Thursday 18 May 2017

About Last Night



The sky was beautiful tonight. For a long time now, this last year especially, I realised have been surviving. I wouldn't call it living, mostly just getting through the days as much as I can without harming myself or fixating on suicide. Every now and then I have a glimpse of a life, something that resembles true happiness but, tragically, it is fleeting. In my efforts to survive I find distraction to be a key player; TV, internet, always something to keep me occupied, never left with my own thoughts except at night when I’m trying to sleep.

Tonight, I came in to my bedroom to lay and watch the sunset. No TV. No phone. Just me, the view, and my thoughts. I began to wonder if the reason my insomnia gets so bad is because I am never truly alone with myself except at night. If the reason I am deafened by my inner voice asking a million questions, inventing a million scenarios, and replaying or dredging up things I’ve forgotten for self preservation reasons is because I hardly ever allow myself to speak to me anymore. I never allow my conscience to process or question. Never thinking too deeply because the conclusions always seems to end in pain. I’m silencing myself from the inside, oppressing my inner monologue and expecting no consequences. In my effort to survive I’m neglecting a crucial part of myself, and if this is the case then am I not in fact perpetuating the cycle of needing to survive because of this neglect? Maybe my insomnia is my mind rising up and rebelling against my intellectual oppression.
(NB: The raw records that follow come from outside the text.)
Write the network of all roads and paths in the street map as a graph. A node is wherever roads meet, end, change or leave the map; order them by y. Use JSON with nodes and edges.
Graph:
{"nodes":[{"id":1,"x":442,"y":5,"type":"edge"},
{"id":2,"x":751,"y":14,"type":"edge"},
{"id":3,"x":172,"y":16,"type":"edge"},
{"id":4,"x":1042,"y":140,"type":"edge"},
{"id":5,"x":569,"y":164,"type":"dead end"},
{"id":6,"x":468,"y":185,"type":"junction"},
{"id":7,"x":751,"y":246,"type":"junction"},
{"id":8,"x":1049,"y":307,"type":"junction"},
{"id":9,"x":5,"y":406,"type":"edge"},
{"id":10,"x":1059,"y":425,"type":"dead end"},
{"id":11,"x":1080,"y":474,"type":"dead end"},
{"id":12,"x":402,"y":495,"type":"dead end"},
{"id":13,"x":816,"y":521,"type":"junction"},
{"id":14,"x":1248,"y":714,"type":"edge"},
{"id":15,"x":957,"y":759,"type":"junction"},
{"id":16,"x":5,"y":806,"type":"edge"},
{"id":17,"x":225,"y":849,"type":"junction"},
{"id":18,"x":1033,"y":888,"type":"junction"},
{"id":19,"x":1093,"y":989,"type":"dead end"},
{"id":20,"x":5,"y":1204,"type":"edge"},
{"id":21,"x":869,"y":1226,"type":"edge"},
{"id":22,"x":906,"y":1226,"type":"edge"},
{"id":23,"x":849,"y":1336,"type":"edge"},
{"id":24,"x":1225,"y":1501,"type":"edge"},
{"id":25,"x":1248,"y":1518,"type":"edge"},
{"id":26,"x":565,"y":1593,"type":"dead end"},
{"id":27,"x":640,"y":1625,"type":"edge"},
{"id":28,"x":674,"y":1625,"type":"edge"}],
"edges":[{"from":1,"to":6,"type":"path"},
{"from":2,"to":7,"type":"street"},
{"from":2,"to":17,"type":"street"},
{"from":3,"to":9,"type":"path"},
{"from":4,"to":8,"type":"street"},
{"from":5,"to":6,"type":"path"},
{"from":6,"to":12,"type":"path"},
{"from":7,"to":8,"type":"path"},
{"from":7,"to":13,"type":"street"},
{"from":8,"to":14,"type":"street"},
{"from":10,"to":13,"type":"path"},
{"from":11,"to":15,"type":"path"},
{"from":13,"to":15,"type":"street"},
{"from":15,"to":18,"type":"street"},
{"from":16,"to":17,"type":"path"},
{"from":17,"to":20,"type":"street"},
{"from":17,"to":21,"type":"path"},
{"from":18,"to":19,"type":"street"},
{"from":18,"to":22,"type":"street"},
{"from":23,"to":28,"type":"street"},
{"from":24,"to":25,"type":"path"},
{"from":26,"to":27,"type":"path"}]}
I know I’m doing this for my own protection, my mind has ways of disassociating and distancing itself so as not to feel the full pain of the situations that cause me to break. My mind protects me, and yet, if this theory is true, it also traps me in an endless cycle of which I can barely escape.

B.P.D. tells me I have two options; feel nothing and become a shell, or feel everything and potentially lose my sanity or life. Distraction and numbness vs being present and in agony. But I know there’s a third option, thanks to my last stretch of therapy. With self awareness and monitoring, maybe I can let a little in at a time. Maybe I can allow my mind to explore a little further, talk a little longer. Maybe I can just lay and watch the sunset. Maybe I can give myself a chance every now and then.